Mathematical model of NO and O2 transport in an arteriole facilitated by hemoglobin based O2 carriers

The increasing demand for donated human blood has spurred research to develop hemoglobin-based O2 carriers (HBOCs) that can be used as red blood cell (RBC) substitutes. However, in vivo studies of acellular HBOCs have shown an increase in mean arterial pressure following transfusion that has been attributed to the HBOC's ability to scavenge NO (an important vasodilator that is synthesized by endothelial cells in the blood vessel wall that signals neighboring smooth muscle cells to relax). In this study, a mathematical model was developed to describe NO and O2 transport in an arteriole containing a mixture of acellular HBOCs and RBCs. The acellular HBOCs studied in this work possessed a wide range of O2 affinities, O2 dissociation rate constants and NO reactivities in order to evaluate their effect on O2 tension and NO concentration in the arteriole tissue region. By focusing on the concentration of NO that is localized in the arteriole smooth muscle cell region, the model can predict the vasopressor response of HBOCs.
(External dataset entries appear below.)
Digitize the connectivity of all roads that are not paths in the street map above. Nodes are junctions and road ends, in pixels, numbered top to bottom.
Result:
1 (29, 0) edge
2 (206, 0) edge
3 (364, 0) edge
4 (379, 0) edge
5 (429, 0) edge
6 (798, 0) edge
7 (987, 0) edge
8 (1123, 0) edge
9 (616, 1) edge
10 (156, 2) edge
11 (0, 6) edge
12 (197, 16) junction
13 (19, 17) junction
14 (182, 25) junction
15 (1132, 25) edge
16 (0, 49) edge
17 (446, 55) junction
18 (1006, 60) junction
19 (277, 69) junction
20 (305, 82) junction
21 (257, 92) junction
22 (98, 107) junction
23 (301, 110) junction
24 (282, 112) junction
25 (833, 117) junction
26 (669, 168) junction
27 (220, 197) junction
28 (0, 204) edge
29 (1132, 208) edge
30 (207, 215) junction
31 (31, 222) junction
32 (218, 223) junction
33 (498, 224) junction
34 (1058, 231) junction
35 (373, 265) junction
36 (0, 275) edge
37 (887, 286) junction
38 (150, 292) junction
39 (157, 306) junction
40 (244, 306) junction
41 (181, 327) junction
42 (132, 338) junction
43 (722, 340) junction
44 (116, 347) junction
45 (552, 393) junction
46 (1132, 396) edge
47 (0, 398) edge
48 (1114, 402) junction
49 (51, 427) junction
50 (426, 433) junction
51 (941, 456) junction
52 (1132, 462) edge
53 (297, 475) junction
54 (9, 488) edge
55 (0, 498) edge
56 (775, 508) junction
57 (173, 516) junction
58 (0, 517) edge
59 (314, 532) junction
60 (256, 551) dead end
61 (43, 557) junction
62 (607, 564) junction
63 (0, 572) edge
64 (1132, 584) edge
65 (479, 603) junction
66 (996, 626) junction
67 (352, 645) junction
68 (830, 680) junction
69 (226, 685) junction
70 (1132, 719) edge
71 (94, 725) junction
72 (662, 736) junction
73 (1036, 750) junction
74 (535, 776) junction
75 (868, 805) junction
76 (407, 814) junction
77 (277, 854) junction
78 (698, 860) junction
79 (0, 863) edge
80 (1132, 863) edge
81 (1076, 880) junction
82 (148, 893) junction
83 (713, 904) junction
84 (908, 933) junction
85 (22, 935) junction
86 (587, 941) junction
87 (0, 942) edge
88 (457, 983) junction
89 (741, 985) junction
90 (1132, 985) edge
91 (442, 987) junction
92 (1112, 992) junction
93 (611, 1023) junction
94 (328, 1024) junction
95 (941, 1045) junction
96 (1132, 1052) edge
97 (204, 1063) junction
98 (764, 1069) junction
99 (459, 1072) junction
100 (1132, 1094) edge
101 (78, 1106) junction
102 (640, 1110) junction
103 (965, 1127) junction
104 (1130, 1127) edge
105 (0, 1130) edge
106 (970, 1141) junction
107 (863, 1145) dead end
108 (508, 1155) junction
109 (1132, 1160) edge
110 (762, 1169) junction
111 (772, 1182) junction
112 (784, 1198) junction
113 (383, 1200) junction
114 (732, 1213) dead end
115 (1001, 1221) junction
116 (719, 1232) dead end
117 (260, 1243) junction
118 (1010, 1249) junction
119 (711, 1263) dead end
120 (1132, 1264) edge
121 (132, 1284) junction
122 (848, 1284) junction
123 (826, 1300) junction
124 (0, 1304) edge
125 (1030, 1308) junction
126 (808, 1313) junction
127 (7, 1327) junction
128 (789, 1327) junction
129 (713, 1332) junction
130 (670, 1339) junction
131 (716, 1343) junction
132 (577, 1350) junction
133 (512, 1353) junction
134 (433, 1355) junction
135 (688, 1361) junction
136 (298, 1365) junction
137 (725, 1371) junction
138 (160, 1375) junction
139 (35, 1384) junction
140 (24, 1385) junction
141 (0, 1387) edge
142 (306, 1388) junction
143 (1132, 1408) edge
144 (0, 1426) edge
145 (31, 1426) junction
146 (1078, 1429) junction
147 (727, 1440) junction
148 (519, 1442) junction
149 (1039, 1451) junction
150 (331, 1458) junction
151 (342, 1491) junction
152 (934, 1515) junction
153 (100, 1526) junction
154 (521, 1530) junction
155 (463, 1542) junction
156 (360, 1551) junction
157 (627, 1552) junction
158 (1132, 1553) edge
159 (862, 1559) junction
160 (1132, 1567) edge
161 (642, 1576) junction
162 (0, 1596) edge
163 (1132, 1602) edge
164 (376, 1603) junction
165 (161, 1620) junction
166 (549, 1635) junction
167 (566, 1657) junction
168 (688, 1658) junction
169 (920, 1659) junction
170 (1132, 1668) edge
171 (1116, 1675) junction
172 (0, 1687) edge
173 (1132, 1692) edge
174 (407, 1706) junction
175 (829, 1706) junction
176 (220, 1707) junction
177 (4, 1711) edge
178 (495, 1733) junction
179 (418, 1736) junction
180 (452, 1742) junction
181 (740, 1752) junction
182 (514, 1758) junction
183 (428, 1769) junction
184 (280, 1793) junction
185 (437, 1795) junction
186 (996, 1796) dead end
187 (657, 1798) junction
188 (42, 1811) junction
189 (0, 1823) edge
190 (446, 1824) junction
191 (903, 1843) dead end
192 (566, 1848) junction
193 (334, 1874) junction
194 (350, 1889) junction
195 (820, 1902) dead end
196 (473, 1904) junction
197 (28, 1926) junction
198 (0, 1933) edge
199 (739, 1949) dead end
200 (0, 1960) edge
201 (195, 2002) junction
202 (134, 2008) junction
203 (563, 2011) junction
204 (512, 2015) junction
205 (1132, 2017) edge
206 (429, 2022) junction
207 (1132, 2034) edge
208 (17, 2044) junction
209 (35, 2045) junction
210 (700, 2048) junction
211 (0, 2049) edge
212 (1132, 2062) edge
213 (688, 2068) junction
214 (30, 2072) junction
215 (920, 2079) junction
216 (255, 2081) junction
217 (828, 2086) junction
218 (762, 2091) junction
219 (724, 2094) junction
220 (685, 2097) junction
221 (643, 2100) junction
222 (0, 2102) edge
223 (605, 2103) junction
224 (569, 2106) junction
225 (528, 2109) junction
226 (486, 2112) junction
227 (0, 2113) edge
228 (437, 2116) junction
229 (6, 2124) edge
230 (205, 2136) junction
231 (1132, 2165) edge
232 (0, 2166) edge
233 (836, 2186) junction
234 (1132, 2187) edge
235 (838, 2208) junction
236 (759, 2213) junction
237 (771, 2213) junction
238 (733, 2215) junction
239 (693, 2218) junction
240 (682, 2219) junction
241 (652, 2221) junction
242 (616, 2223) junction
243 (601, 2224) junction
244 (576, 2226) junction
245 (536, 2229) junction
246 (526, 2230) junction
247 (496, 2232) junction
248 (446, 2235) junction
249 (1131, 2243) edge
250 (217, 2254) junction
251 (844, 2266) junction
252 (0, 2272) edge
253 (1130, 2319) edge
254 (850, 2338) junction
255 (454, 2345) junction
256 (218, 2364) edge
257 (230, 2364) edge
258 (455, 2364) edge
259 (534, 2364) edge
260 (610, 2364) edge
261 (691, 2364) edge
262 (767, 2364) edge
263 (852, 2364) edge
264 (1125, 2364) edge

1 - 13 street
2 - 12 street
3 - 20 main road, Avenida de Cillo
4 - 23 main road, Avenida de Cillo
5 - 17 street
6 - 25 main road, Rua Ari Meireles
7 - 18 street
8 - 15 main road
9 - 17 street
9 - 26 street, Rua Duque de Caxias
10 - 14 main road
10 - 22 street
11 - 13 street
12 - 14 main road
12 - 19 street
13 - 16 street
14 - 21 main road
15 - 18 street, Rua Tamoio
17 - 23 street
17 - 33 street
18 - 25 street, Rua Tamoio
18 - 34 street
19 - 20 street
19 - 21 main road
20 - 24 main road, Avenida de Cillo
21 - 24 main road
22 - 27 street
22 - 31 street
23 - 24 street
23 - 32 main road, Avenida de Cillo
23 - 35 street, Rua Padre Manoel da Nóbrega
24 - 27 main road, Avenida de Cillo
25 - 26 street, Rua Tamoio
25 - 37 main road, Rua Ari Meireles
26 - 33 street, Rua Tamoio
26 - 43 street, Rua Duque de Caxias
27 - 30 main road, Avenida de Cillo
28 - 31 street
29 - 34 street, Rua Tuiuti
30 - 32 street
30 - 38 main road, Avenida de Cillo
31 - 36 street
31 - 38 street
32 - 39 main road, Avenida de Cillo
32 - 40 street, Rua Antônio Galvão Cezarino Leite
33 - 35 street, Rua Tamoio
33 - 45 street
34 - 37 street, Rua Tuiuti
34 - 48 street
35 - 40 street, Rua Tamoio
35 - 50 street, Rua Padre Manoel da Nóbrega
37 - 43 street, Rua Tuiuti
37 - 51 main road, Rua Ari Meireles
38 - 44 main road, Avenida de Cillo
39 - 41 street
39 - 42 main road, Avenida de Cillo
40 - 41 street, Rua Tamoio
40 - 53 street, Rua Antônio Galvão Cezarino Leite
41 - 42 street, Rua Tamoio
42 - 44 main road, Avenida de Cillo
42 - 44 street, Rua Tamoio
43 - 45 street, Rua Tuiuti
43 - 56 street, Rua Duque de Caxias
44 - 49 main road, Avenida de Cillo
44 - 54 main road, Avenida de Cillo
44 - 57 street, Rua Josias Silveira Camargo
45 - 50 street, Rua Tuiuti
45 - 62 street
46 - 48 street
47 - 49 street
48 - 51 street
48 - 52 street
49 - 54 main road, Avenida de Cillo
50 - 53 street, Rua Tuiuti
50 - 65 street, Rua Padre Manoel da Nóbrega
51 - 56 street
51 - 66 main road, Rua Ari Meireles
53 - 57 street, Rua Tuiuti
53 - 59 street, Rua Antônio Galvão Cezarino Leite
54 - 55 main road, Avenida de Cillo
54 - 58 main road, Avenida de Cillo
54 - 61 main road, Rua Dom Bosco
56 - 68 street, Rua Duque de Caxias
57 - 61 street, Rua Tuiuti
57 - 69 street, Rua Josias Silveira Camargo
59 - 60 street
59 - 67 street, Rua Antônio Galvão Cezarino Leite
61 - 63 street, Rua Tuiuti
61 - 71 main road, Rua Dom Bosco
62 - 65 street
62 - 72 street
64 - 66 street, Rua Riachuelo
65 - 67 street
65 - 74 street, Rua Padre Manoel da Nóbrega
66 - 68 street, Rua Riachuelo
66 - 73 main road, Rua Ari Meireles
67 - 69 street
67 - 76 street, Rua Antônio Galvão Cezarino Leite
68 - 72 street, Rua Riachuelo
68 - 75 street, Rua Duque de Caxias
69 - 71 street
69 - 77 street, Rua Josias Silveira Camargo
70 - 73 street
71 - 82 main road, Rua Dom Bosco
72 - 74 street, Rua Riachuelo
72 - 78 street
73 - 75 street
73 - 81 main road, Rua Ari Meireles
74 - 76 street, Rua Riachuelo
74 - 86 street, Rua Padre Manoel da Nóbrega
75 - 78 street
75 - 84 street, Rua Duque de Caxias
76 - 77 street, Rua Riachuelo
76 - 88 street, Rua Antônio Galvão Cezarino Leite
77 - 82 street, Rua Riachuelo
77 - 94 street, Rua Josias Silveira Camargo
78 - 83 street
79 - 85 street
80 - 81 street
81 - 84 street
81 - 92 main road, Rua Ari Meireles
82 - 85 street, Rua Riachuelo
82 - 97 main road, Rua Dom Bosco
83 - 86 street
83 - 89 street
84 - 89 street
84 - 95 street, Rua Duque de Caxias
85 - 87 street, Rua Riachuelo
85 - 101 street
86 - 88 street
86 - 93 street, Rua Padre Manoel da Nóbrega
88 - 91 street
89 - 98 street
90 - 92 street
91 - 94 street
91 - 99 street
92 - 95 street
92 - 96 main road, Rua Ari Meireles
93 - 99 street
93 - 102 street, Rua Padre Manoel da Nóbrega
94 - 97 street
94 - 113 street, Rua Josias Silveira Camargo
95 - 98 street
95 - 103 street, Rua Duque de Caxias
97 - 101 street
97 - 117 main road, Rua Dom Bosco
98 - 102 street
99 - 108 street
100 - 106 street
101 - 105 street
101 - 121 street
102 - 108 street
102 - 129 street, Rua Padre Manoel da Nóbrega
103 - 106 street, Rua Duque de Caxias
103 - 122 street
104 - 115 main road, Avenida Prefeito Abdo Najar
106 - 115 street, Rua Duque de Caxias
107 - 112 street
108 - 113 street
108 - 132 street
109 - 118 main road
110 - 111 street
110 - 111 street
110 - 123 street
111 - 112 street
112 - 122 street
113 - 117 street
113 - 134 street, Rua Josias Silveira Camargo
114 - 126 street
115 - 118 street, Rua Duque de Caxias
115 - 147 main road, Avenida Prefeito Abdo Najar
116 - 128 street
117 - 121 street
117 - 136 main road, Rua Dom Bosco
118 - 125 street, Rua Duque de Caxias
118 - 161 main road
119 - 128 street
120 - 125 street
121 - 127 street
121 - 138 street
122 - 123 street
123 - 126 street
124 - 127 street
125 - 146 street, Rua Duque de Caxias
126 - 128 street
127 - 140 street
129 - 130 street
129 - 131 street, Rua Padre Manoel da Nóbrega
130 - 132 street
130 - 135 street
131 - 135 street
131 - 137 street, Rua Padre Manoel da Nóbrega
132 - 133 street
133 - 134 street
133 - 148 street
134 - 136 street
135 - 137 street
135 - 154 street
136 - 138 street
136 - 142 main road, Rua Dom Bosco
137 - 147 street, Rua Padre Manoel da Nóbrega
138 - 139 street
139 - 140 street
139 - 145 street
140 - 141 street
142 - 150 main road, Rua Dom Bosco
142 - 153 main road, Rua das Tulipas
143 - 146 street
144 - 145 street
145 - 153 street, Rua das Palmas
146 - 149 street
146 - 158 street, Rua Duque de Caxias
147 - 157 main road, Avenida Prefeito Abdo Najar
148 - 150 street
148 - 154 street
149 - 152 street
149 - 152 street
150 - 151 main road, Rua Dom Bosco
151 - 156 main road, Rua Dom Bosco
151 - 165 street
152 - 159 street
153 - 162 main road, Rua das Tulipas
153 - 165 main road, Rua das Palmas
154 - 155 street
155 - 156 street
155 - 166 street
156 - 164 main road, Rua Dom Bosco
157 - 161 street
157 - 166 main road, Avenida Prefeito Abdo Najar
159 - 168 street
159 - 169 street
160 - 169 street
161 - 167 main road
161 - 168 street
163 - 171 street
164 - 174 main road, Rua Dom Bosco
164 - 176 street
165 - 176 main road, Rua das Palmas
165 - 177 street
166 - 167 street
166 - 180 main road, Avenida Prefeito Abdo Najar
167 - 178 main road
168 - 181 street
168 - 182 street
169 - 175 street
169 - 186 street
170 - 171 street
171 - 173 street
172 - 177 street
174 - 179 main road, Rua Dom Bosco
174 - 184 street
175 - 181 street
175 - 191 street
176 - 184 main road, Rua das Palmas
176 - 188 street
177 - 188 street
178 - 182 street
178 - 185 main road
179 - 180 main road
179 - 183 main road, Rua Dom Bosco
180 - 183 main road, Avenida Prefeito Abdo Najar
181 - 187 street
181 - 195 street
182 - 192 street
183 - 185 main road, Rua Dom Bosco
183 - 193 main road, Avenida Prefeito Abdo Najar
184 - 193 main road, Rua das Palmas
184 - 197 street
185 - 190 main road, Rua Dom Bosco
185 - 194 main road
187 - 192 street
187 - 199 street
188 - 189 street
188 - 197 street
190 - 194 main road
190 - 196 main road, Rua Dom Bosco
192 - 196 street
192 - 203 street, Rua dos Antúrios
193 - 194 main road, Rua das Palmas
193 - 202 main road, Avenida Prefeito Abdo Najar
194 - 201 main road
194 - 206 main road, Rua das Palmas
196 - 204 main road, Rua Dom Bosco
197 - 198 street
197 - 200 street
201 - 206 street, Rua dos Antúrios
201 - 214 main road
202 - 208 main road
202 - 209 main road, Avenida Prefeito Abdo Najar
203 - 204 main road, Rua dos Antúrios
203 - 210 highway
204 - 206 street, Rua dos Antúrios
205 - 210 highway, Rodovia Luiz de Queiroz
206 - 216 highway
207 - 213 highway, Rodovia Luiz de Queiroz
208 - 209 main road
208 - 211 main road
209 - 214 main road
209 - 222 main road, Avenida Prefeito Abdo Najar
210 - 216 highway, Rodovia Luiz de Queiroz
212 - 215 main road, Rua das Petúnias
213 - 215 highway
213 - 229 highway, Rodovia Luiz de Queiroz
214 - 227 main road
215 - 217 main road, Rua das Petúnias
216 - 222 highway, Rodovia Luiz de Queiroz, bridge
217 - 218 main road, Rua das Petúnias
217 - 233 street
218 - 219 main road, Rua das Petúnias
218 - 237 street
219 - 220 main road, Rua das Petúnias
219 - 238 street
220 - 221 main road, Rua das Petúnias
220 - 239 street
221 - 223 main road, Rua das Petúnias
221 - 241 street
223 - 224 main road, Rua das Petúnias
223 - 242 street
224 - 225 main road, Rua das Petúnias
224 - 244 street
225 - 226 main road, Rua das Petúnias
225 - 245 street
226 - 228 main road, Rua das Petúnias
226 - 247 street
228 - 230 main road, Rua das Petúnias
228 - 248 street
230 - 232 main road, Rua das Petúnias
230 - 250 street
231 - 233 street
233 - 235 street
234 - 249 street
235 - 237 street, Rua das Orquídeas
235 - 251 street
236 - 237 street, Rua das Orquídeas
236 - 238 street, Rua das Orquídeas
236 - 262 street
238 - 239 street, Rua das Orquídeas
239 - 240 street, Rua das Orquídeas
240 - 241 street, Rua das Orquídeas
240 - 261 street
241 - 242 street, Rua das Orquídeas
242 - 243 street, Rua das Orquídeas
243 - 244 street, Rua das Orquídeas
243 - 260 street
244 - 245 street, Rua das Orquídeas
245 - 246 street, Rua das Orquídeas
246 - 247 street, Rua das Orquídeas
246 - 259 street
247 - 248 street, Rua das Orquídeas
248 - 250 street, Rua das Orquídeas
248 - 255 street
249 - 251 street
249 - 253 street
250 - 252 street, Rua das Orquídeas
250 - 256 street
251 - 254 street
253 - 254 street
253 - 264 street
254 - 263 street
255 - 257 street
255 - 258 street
The results of this study confirmed that acellular HBOCs scavenge large amounts of NO from the entire arteriole (~ 50% or more NO compared to RBCs only). A recombinant Hb, rHb3011, displayed the least NO reactivity and consequently left the most NO remaining in the arteriole. The NO concentration in the arteriole with respect to the other HBOCs studied was proportional to their NO reactivity. Therefore, the results of this study demonstrate that NO scavenging is an unavoidable consequence of transfusing HBOCs. To prevent or reduce vasodilatation, we suggest administration of NO by either inhaling NO or transfusing nitrite into the blood stream followed by transfusion of HBOC.